Instructions for the task — Pull every line with "dead" from the data below and copy it.

* * * * * * *

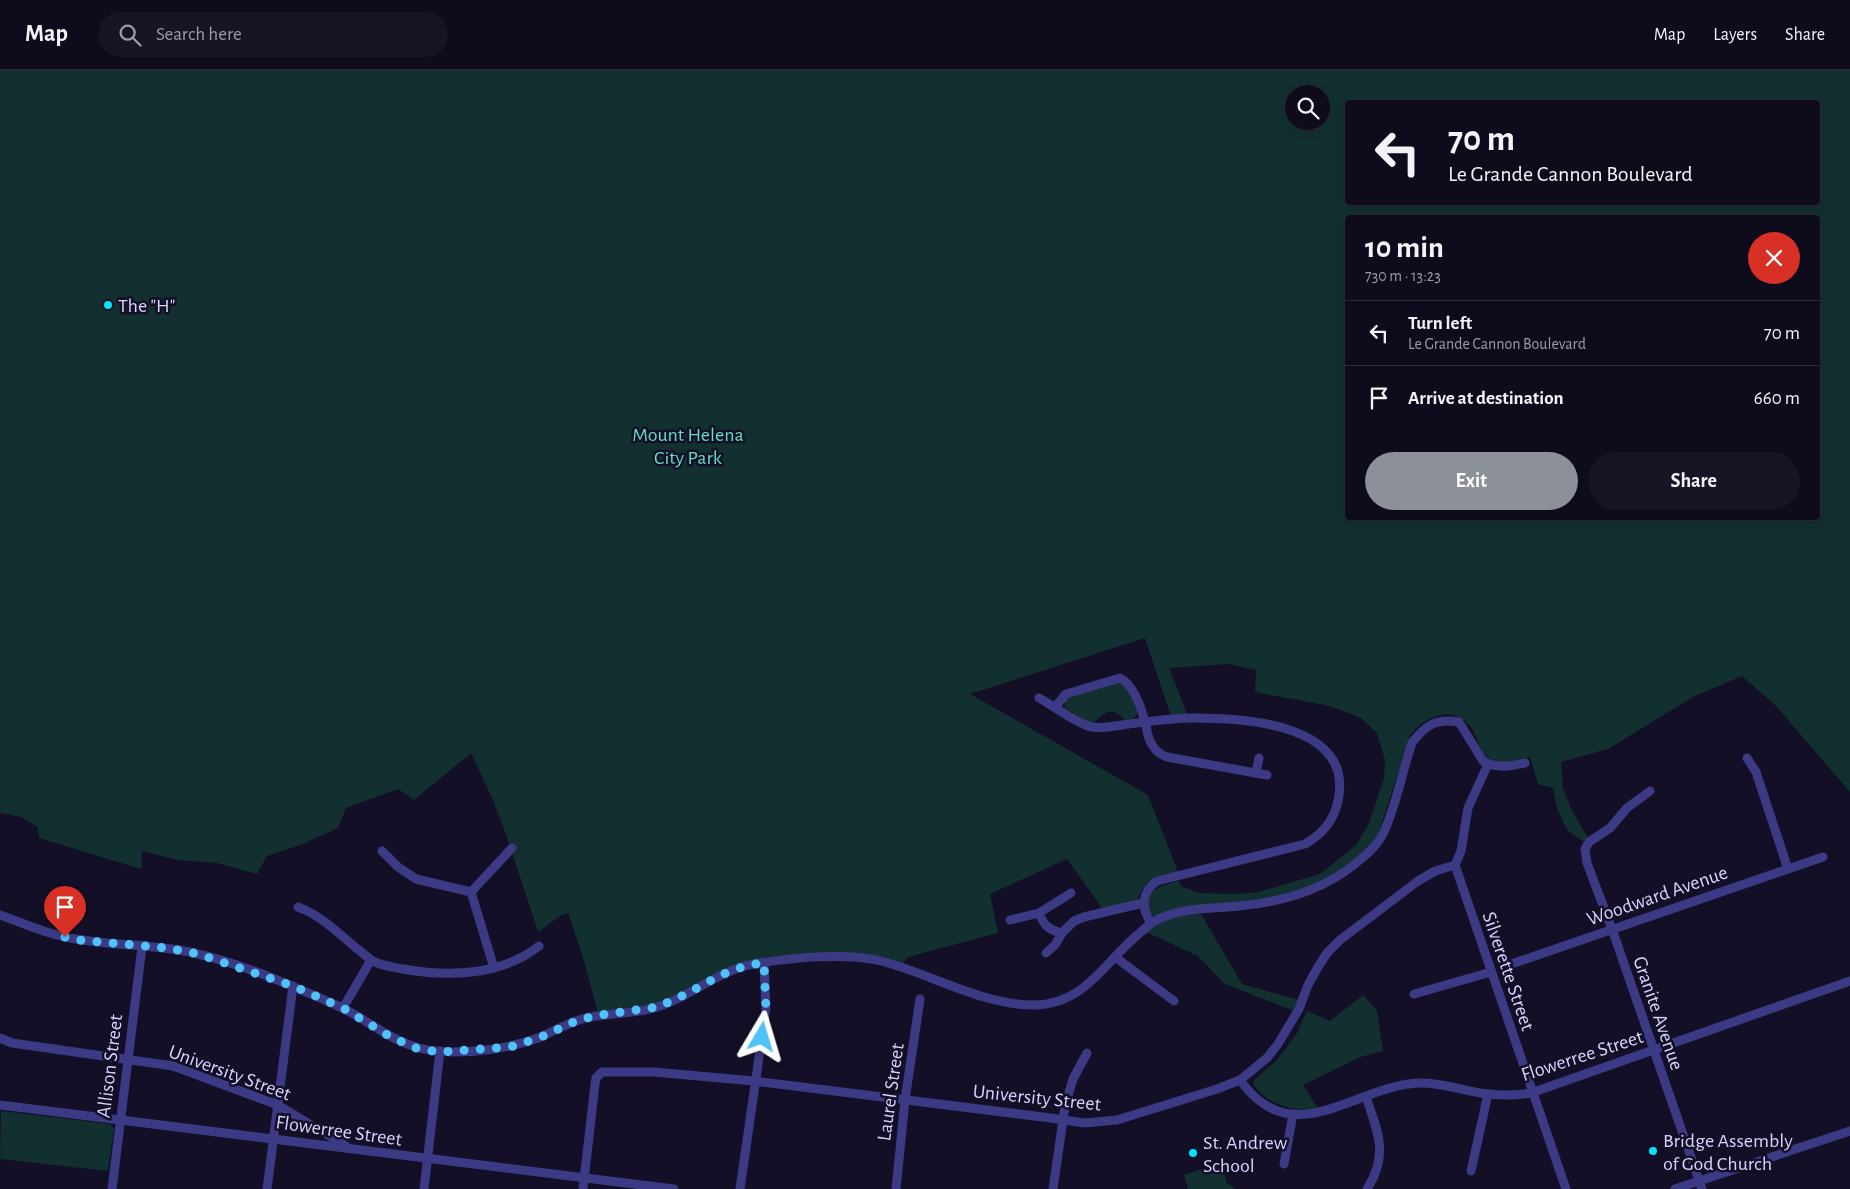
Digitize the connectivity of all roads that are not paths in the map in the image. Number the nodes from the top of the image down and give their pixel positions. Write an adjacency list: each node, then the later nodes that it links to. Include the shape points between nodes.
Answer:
1 (1039, 698): 2 (street)
2 (1055, 706): 3 (street, via 1092,727); 3 (street, via 1066,694 1120,678 1131,687)
3 (1145, 722): 8 (street, via 1151,744 1167,758); 18 (street, via 1193,718 1276,726 1295,732 1314,740 1328,753 1336,766 1340,792 1334,814 1312,840 1157,881 1148,890)
4 (1259, 758): 8 (street)
5 (1748, 758): 15 (street, via 1756,772)
6 (1525, 762): 7 (street, via 1506,768)
7 (1488, 764): 14 (street, via 1468,808 1461,851); 23 (street, via 1459,722 1436,722 1421,730 1412,743 1382,836 1347,872 1300,894 1266,904 1189,910)
8 (1256, 773): 9 (street)
9 (1267, 775)
10 (1650, 791): 24 (street, Granite Avenue, via 1627,808 1585,849 1587,863)
11 (512, 848): 16 (street)
12 (382, 851): 16 (street, via 416,879)
13 (1823, 858): 15 (street, Woodward Avenue)
14 (1455, 864): 34 (street, Silverette Street); 46 (street, University Street, via 1418,881 1327,953 1278,1044 1267,1058)
15 (1788, 869): 24 (street, Woodward Avenue)
16 (471, 892): 33 (street)
17 (1071, 894): 20 (street)
18 (1143, 903): 23 (street); 25 (street, via 1084,917 1074,921)
19 (298, 908): 30 (street, via 316,916)
20 (1039, 913): 22 (street); 25 (street, via 1048,929)
21 (0, 915): 27 (street, via 60,936)
22 (1010, 920)
23 (1151, 923): 29 (street)
24 (1612, 928): 32 (street, Woodward Avenue); 42 (street, Granite Avenue)
25 (1062, 933): 28 (street)
26 (539, 946): 33 (street, via 516,961)
27 (142, 947): 36 (street, via 198,954); 45 (street, Allison Street)
28 (1046, 953)
29 (1115, 957): 31 (street, via 1082,990 1056,1002 1035,1005 998,1000 877,960 854,956); 39 (street)
30 (371, 960): 33 (street, via 425,973 450,974); 40 (street)
31 (764, 963): 43 (street, via 721,975 658,1007 578,1020 510,1047); 47 (street, via 766,1009)
32 (1503, 967)
33 (494, 968)
34 (1491, 972): 37 (street); 48 (street, Silverette Street)
35 (1850, 981): 42 (street, Flowerree Street)
36 (293, 986): 40 (street); 53 (street)
37 (1414, 994)
38 (920, 999): 51 (street, Laurel Street)
39 (1174, 1001)
40 (343, 1008): 43 (street, via 389,1036 418,1049)
41 (0, 1038): 45 (street, University Street, via 12,1043)
42 (1653, 1051): 48 (street, Flowerree Street); 64 (street, Granite Avenue)
43 (440, 1052): 60 (street)
44 (1088, 1053): 56 (street, via 1073,1079)
45 (128, 1060): 53 (street, University Street, via 173,1066); 55 (street, Allison Street)
46 (1240, 1080): 54 (street, Flowerree Street, via 1263,1103); 56 (street, University Street, via 1117,1120 1084,1124)
47 (754, 1082): 51 (street, University Street); 63 (street, University Street, via 654,1072 602,1072 596,1078); 70 (street)
48 (1531, 1093): 49 (street, Flowerree Street); 74 (street, Silverette Street)
49 (1488, 1094): 50 (street, Flowerree Street, via 1422,1083); 62 (street)
50 (1366, 1097): 54 (street, Flowerree Street, via 1317,1113); 73 (street, via 1379,1135 1380,1156)
51 (905, 1100): 56 (street, University Street); 71 (street, Laurel Street)
52 (0, 1105): 55 (street, Flowerree Street)
53 (278, 1105): 58 (street); 59 (street, University Street)
54 (1293, 1114): 61 (street)
55 (120, 1120): 58 (street, Flowerree Street); 65 (street, Allison Street)
56 (1063, 1120): 72 (street)
57 (1850, 1131): 64 (street)
58 (274, 1138): 59 (street, Flowerree Street); 66 (street)
59 (351, 1149): 60 (street, Flowerree Street)
60 (428, 1159): 63 (street, Flowerree Street); 67 (street)
61 (1284, 1164)
62 (1471, 1171)
63 (584, 1178): 68 (street); 69 (street, Flowerree Street)
64 (1700, 1185): 75 (street)
65 (112, 1189)
66 (267, 1189)
67 (424, 1189)
68 (582, 1189)
69 (674, 1189)
70 (740, 1189)
71 (896, 1189)
72 (1053, 1189)
73 (1367, 1189)
74 (1566, 1189)
75 (1675, 1189)

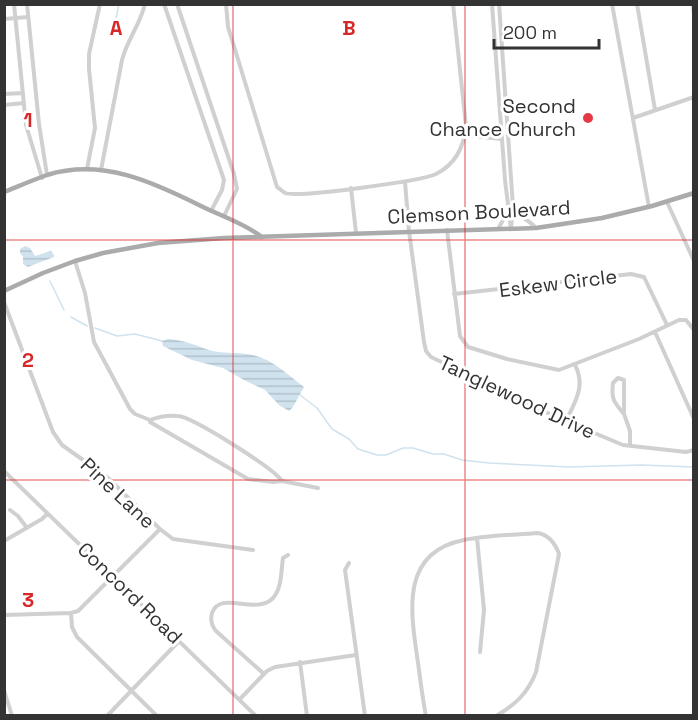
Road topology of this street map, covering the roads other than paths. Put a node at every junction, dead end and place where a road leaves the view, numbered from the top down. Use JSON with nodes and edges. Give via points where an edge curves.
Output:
{"nodes":[{"id":1,"x":14,"y":4,"type":"edge"},
{"id":2,"x":27,"y":4,"type":"edge"},
{"id":3,"x":100,"y":4,"type":"edge"},
{"id":4,"x":145,"y":4,"type":"edge"},
{"id":5,"x":164,"y":4,"type":"edge"},
{"id":6,"x":177,"y":4,"type":"edge"},
{"id":7,"x":226,"y":4,"type":"edge"},
{"id":8,"x":453,"y":4,"type":"edge"},
{"id":9,"x":492,"y":4,"type":"edge"},
{"id":10,"x":499,"y":4,"type":"edge"},
{"id":11,"x":612,"y":4,"type":"edge"},
{"id":12,"x":637,"y":4,"type":"edge"},
{"id":13,"x":693,"y":4,"type":"edge"},
{"id":14,"x":693,"y":16,"type":"edge"},
{"id":15,"x":28,"y":17,"type":"junction"},
{"id":16,"x":15,"y":18,"type":"junction"},
{"id":17,"x":4,"y":20,"type":"edge"},
{"id":18,"x":23,"y":93,"type":"junction"},
{"id":19,"x":4,"y":94,"type":"edge"},
{"id":20,"x":693,"y":97,"type":"edge"},
{"id":21,"x":24,"y":103,"type":"junction"},
{"id":22,"x":4,"y":105,"type":"edge"},
{"id":23,"x":655,"y":110,"type":"junction"},
{"id":24,"x":633,"y":118,"type":"junction"},
{"id":25,"x":466,"y":135,"type":"junction"},
{"id":26,"x":501,"y":139,"type":"junction"},
{"id":27,"x":87,"y":169,"type":"junction"},
{"id":28,"x":101,"y":170,"type":"junction"},
{"id":29,"x":45,"y":176,"type":"junction"},
{"id":30,"x":405,"y":182,"type":"junction"},
{"id":31,"x":351,"y":188,"type":"junction"},
{"id":32,"x":4,"y":192,"type":"edge"},
{"id":33,"x":693,"y":193,"type":"edge"},
{"id":34,"x":667,"y":202,"type":"junction"},
{"id":35,"x":513,"y":207,"type":"junction"},
{"id":36,"x":649,"y":207,"type":"junction"},
{"id":37,"x":211,"y":211,"type":"junction"},
{"id":38,"x":507,"y":212,"type":"junction"},
{"id":39,"x":224,"y":217,"type":"junction"},
{"id":40,"x":536,"y":228,"type":"junction"},
{"id":41,"x":498,"y":229,"type":"junction"},
{"id":42,"x":511,"y":229,"type":"junction"},
{"id":43,"x":447,"y":230,"type":"junction"},
{"id":44,"x":409,"y":231,"type":"junction"},
{"id":45,"x":356,"y":234,"type":"junction"},
{"id":46,"x":262,"y":237,"type":"junction"},
{"id":47,"x":75,"y":261,"type":"junction"},
{"id":48,"x":693,"y":261,"type":"edge"},
{"id":49,"x":4,"y":291,"type":"edge"},
{"id":50,"x":454,"y":294,"type":"junction"},
{"id":51,"x":4,"y":302,"type":"edge"},
{"id":52,"x":667,"y":326,"type":"junction"},
{"id":53,"x":693,"y":330,"type":"edge"},
{"id":54,"x":655,"y":332,"type":"junction"},
{"id":55,"x":575,"y":364,"type":"junction"},
{"id":56,"x":624,"y":414,"type":"junction"},
{"id":57,"x":693,"y":419,"type":"edge"},
{"id":58,"x":150,"y":420,"type":"junction"},
{"id":59,"x":566,"y":421,"type":"junction"},
{"id":60,"x":630,"y":446,"type":"junction"},
{"id":61,"x":693,"y":450,"type":"edge"},
{"id":62,"x":687,"y":452,"type":"junction"},
{"id":63,"x":693,"y":457,"type":"edge"},
{"id":64,"x":4,"y":471,"type":"edge"},
{"id":65,"x":282,"y":481,"type":"junction"},
{"id":66,"x":318,"y":488,"type":"dead end"},
{"id":67,"x":10,"y":510,"type":"dead end"},
{"id":68,"x":47,"y":514,"type":"junction"},
{"id":69,"x":27,"y":528,"type":"junction"},
{"id":70,"x":160,"y":529,"type":"junction"},
{"id":71,"x":477,"y":538,"type":"junction"},
{"id":72,"x":4,"y":541,"type":"edge"},
{"id":73,"x":253,"y":550,"type":"dead end"},
{"id":74,"x":288,"y":555,"type":"dead end"},
{"id":75,"x":349,"y":563,"type":"dead end"},
{"id":76,"x":113,"y":577,"type":"junction"},
{"id":77,"x":71,"y":613,"type":"junction"},
{"id":78,"x":4,"y":615,"type":"edge"},
{"id":79,"x":179,"y":640,"type":"junction"},
{"id":80,"x":480,"y":652,"type":"dead end"},
{"id":81,"x":356,"y":655,"type":"junction"},
{"id":82,"x":300,"y":662,"type":"junction"},
{"id":83,"x":264,"y":674,"type":"junction"},
{"id":84,"x":4,"y":690,"type":"edge"},
{"id":85,"x":130,"y":690,"type":"junction"},
{"id":86,"x":240,"y":699,"type":"junction"},
{"id":87,"x":12,"y":716,"type":"edge"},
{"id":88,"x":107,"y":716,"type":"edge"},
{"id":89,"x":157,"y":716,"type":"edge"},
{"id":90,"x":256,"y":716,"type":"edge"},
{"id":91,"x":307,"y":716,"type":"edge"},
{"id":92,"x":364,"y":716,"type":"edge"},
{"id":93,"x":426,"y":716,"type":"edge"},
{"id":94,"x":496,"y":716,"type":"edge"}],
"edges":[{"from":1,"to":16,"type":"street"},
{"from":2,"to":15,"type":"street"},
{"from":3,"to":27,"type":"street","via":[[89,54],[95,128]]},
{"from":4,"to":28,"type":"street","via":[[123,53]]},
{"from":5,"to":37,"type":"street","via":[[224,180]]},
{"from":6,"to":39,"type":"street","via":[[236,182],[237,189]]},
{"from":7,"to":31,"type":"street","via":[[228,27],[277,187],[285,193],[304,194]]},
{"from":8,"to":25,"type":"street"},
{"from":9,"to":26,"type":"street"},
{"from":10,"to":35,"type":"street"},
{"from":11,"to":24,"type":"street"},
{"from":12,"to":23,"type":"street"},
{"from":13,"to":14,"type":"street"},
{"from":15,"to":16,"type":"street"},
{"from":15,"to":29,"type":"street"},
{"from":16,"to":17,"type":"street"},
{"from":16,"to":18,"type":"street"},
{"from":18,"to":19,"type":"street"},
{"from":18,"to":21,"type":"street"},
{"from":20,"to":23,"type":"street"},
{"from":21,"to":22,"type":"street"},
{"from":21,"to":29,"type":"street","via":[[28,135]]},
{"from":23,"to":24,"type":"street"},
{"from":24,"to":36,"type":"street"},
{"from":25,"to":26,"type":"street"},
{"from":25,"to":30,"type":"street","via":[[453,161],[436,174]]},
{"from":26,"to":38,"type":"street"},
{"from":27,"to":28,"type":"main road"},
{"from":27,"to":29,"type":"main road"},
{"from":28,"to":37,"type":"main road","via":[[144,180]]},
{"from":29,"to":32,"type":"main road"},
{"from":30,"to":31,"type":"street"},
{"from":30,"to":44,"type":"street"},
{"from":31,"to":45,"type":"street"},
{"from":33,"to":34,"type":"main road","name":"Clemson Boulevard"},
{"from":34,"to":36,"type":"main road","name":"Clemson Boulevard"},
{"from":34,"to":48,"type":"street"},
{"from":35,"to":40,"type":"street"},
{"from":35,"to":42,"type":"street"},
{"from":36,"to":40,"type":"main road","name":"Clemson Boulevard"},
{"from":37,"to":39,"type":"main road"},
{"from":38,"to":41,"type":"street"},
{"from":38,"to":42,"type":"street"},
{"from":39,"to":46,"type":"main road"},
{"from":40,"to":42,"type":"main road","name":"Clemson Boulevard"},
{"from":41,"to":42,"type":"main road","name":"Clemson Boulevard"},
{"from":41,"to":43,"type":"main road","name":"Clemson Boulevard"},
{"from":43,"to":44,"type":"main road","name":"Clemson Boulevard"},
{"from":43,"to":50,"type":"street"},
{"from":44,"to":45,"type":"main road","name":"Clemson Boulevard"},
{"from":44,"to":59,"type":"street","name":"Tanglewood Drive","via":[[426,351],[431,357]]},
{"from":45,"to":46,"type":"main road","name":"Clemson Boulevard"},
{"from":46,"to":47,"type":"main road","name":"Clemson Boulevard","via":[[158,243]]},
{"from":47,"to":49,"type":"main road","name":"Clemson Boulevard"},
{"from":47,"to":58,"type":"street","via":[[86,293],[94,342],[130,409]]},
{"from":50,"to":52,"type":"street","name":"Eskew Circle","via":[[639,274]]},
{"from":50,"to":55,"type":"street","via":[[460,336],[468,347],[559,370]]},
{"from":51,"to":70,"type":"street","name":"Pine Lane","via":[[58,440],[107,477]]},
{"from":52,"to":53,"type":"street","via":[[686,320]]},
{"from":52,"to":54,"type":"street"},
{"from":54,"to":55,"type":"street"},
{"from":54,"to":57,"type":"street"},
{"from":55,"to":59,"type":"street","via":[[582,382]]},
{"from":56,"to":56,"type":"street","via":[[624,380],[618,378],[613,383],[612,396]]},
{"from":56,"to":60,"type":"street"},
{"from":58,"to":65,"type":"street","via":[[248,478]]},
{"from":58,"to":65,"type":"street","via":[[165,416],[185,418]]},
{"from":59,"to":60,"type":"street","name":"Tanglewood Drive"},
{"from":60,"to":62,"type":"street","name":"Tanglewood Drive"},
{"from":61,"to":62,"type":"street","name":"Tanglewood Drive"},
{"from":62,"to":63,"type":"street"},
{"from":64,"to":68,"type":"street","name":"Concord Road"},
{"from":65,"to":66,"type":"street"},
{"from":67,"to":69,"type":"street"},
{"from":68,"to":69,"type":"street"},
{"from":68,"to":76,"type":"street","name":"Concord Road"},
{"from":69,"to":72,"type":"street"},
{"from":70,"to":73,"type":"street","via":[[180,541]]},
{"from":70,"to":76,"type":"street","name":"Pine Lane"},
{"from":71,"to":80,"type":"street","via":[[484,610]]},
{"from":71,"to":93,"type":"street","via":[[451,544],[433,554],[414,582],[411,606]]},
{"from":71,"to":94,"type":"street","via":[[546,534],[559,554],[531,686]]},
{"from":74,"to":83,"type":"street","via":[[283,558],[277,591],[269,601],[255,605],[222,603],[211,615],[216,631]]},
{"from":75,"to":81,"type":"street","via":[[345,570]]},
{"from":76,"to":77,"type":"street","name":"Pine Lane","via":[[78,611]]},
{"from":76,"to":79,"type":"street","name":"Concord Road"},
{"from":77,"to":78,"type":"street"},
{"from":77,"to":85,"type":"street","via":[[77,637]]},
{"from":79,"to":85,"type":"street"},
{"from":79,"to":86,"type":"street","name":"Concord Road"},
{"from":81,"to":82,"type":"street"},
{"from":81,"to":92,"type":"street"},
{"from":82,"to":83,"type":"street"},
{"from":82,"to":91,"type":"street"},
{"from":83,"to":86,"type":"street"},
{"from":84,"to":87,"type":"street"},
{"from":85,"to":88,"type":"street"},
{"from":85,"to":89,"type":"street"},
{"from":86,"to":90,"type":"street","name":"Concord Road"}]}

* * * * * * *

Written answer —
Road topology of this street map, covering the roads other than paths. Put a node at every junction, dead end and place where a road leaves the view, numbered from the top down. Use JSON with nodes and edges. Give via points where an edge curves.
{"id":66,"x":318,"y":488,"type":"dead end"},
{"id":67,"x":10,"y":510,"type":"dead end"},
{"id":73,"x":253,"y":550,"type":"dead end"},
{"id":74,"x":288,"y":555,"type":"dead end"},
{"id":75,"x":349,"y":563,"type":"dead end"},
{"id":80,"x":480,"y":652,"type":"dead end"},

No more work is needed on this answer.